Again, it is not that the risk of injury is necessarily greater than that faced by other divers, but rather that there are greater consequences in the event of an injury.

Before deciding to pursue or return to diving, it is clearly in your best interest to candidly review your fitness to dive with a doctor and make a brutally honest risk versus benefit analysis based on the information available.

I’m an instructor. Few day ago a guy came to me with a valid fit to dive certificate. He told me he suffers from epilepsy and he’s under treatment. I’m worried he can have a seizure when underwater, can you please give me some advice?
Regarding your student and in general any form of epilepsy, as long as the following three conditions are met, you can consider diving: - free of attacks for more than 5 years  - normal EEG  - medical therapy is no longer necessary

In this specific case the third condition is not satisfied, therefore I suggest you to recommend your student to be assessed by a specialist in diving and hyperbaric medicine in order to evaluate his fitness to dive in relation with his medical history

When I am not wearing a hood, I have no problems equalising my ears. On the other hand, when I wear it, I always have great difficulty. Why is there a difference?
When we pressurise the middle ear space using the Valsalva manoeuvre or another equalisation technique, the tympanic membrane (ear drum) bulges outward slightly.

If the ear canal is uncovered and can transmit that pressure, the water in the ear canal moves easily in response.

A hood that fits snugly against the outer ear can greatly restrict the movement of this water, hampering the diver’s ability to equalise.

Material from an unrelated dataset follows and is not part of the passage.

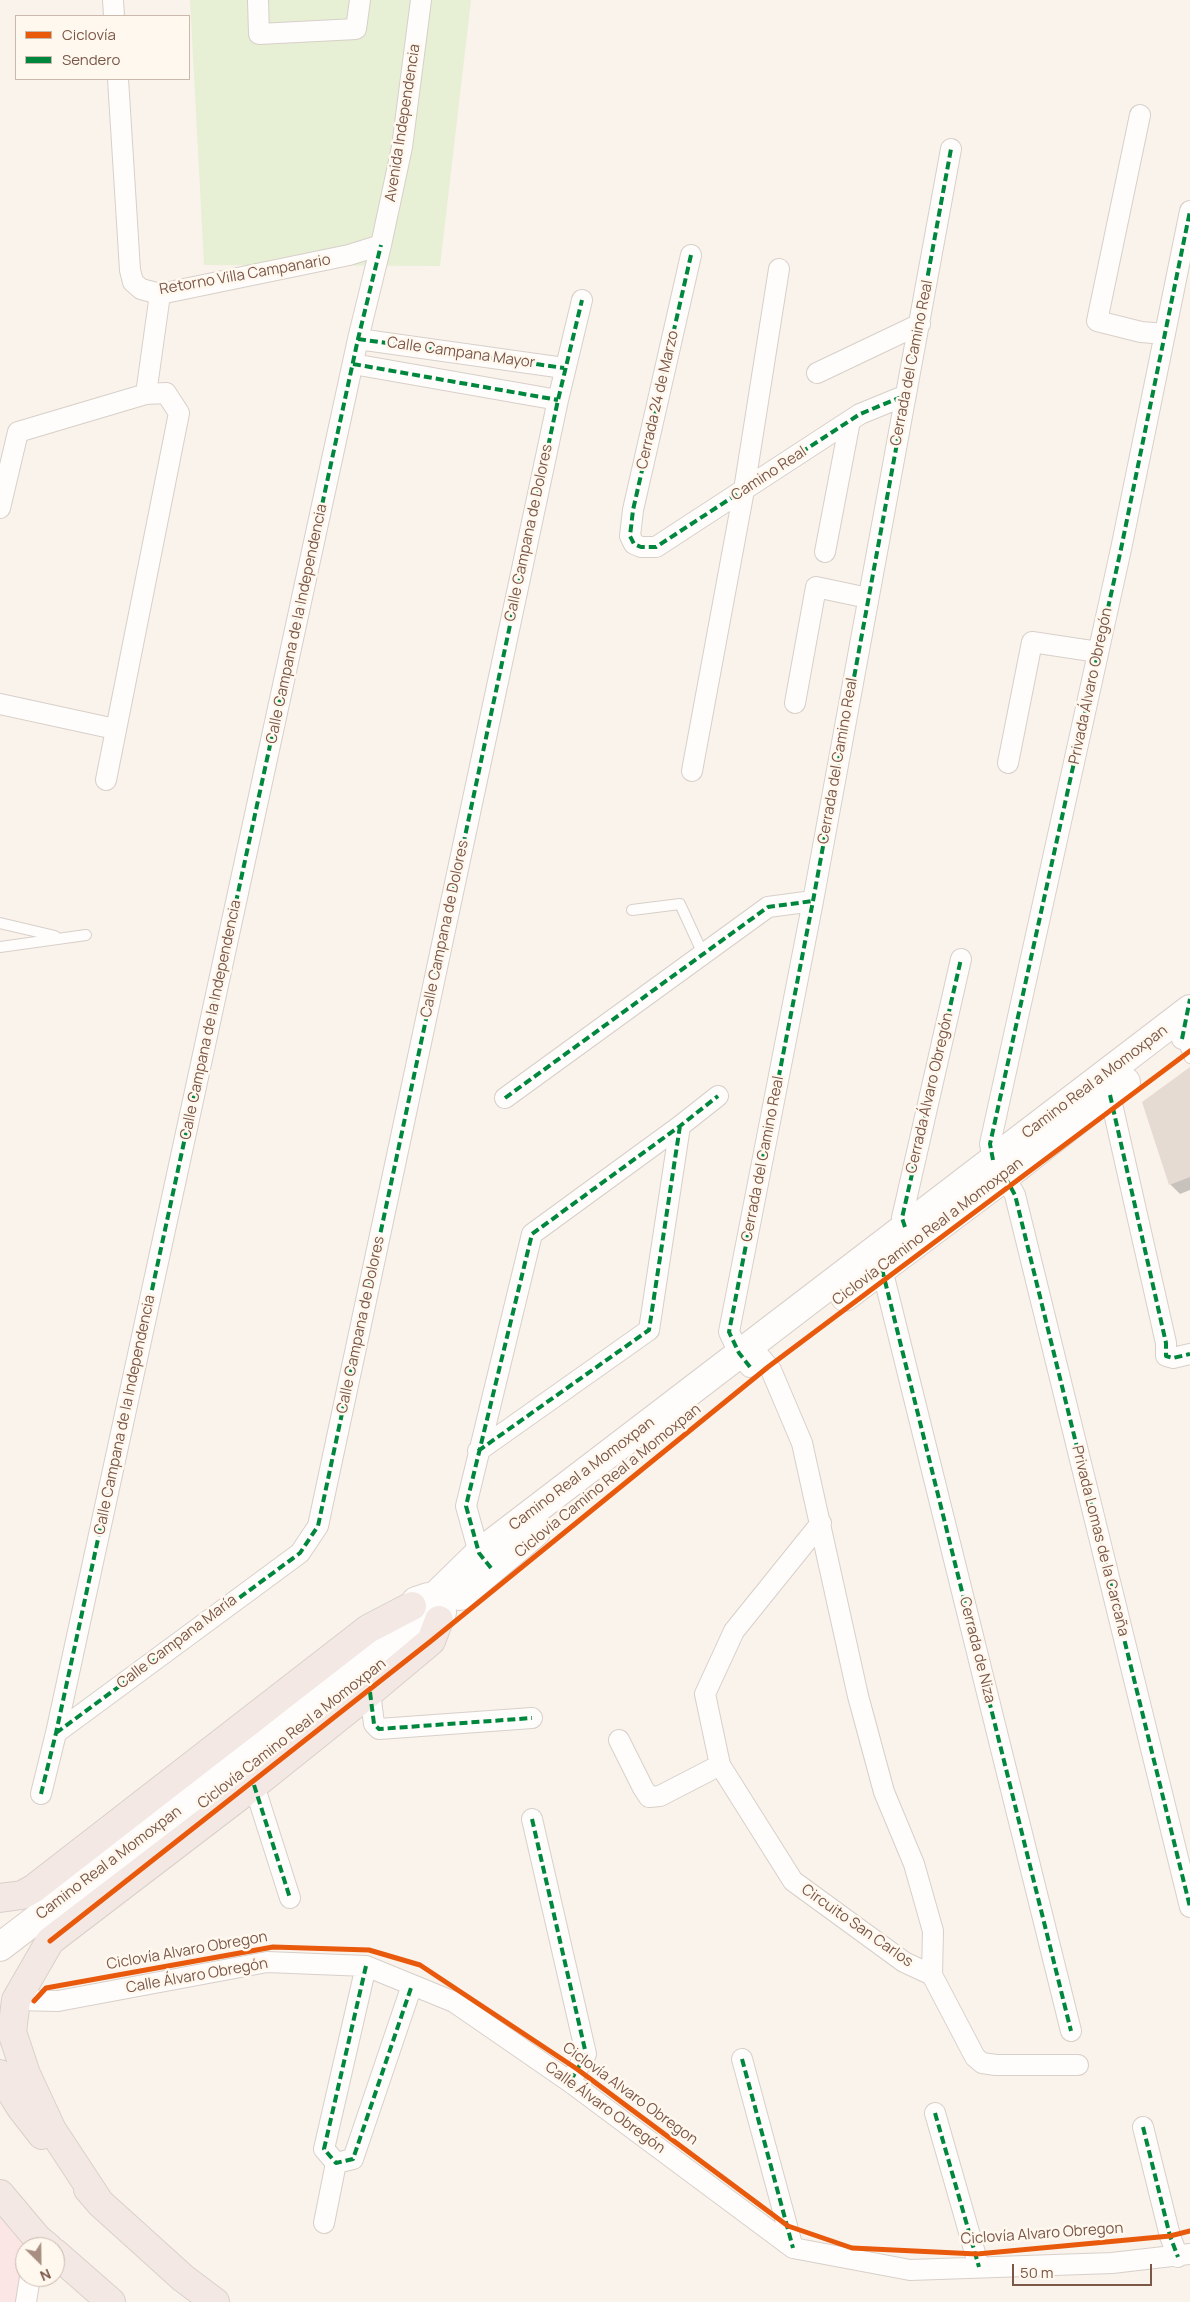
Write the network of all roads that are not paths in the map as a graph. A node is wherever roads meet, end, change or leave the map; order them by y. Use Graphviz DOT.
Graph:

An easy remedy to this is to insert a finger under the hood near the ear, which will allow the water to move more easily.

Another solution some divers choose to implement is to cut a hole from the inside of the hood, near the ear canal, through the inner lining and the neoprene but leaving the outer fabric or covering intact.
This hole allows the water to move with little restriction.

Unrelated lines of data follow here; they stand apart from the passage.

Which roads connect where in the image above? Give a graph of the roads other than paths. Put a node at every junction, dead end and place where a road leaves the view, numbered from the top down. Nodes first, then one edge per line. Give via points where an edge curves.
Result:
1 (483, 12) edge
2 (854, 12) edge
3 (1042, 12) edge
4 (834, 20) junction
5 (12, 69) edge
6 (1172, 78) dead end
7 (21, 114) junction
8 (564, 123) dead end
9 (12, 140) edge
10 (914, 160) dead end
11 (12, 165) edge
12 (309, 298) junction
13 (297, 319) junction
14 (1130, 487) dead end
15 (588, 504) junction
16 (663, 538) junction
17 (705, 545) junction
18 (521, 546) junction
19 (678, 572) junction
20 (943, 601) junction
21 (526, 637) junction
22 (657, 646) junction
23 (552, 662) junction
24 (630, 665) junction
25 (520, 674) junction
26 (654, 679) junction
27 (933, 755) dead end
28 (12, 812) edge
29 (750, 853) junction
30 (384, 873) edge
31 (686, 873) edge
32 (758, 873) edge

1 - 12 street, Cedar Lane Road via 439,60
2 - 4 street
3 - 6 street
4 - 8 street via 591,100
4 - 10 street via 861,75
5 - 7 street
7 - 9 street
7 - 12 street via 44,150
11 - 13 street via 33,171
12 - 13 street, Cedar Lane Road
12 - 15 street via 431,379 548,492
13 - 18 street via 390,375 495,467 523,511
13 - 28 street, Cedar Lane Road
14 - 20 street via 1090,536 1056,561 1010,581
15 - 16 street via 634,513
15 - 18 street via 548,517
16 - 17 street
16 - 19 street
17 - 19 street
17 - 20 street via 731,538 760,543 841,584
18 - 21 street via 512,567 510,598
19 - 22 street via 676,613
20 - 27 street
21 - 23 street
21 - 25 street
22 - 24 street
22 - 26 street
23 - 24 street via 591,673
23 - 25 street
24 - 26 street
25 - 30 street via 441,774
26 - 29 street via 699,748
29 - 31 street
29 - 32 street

I suffer from a low blood pressure. Is it safe for me to start diving?
Usually yes! If your low blood pressure does not impair your normal performance on land, there should be nothing to worry about while you are diving.

However I advise you to see a medical doctor before starting diving and to perform a clinical check, especially if you experience any signs or symptoms of low blood pressure (hypotension).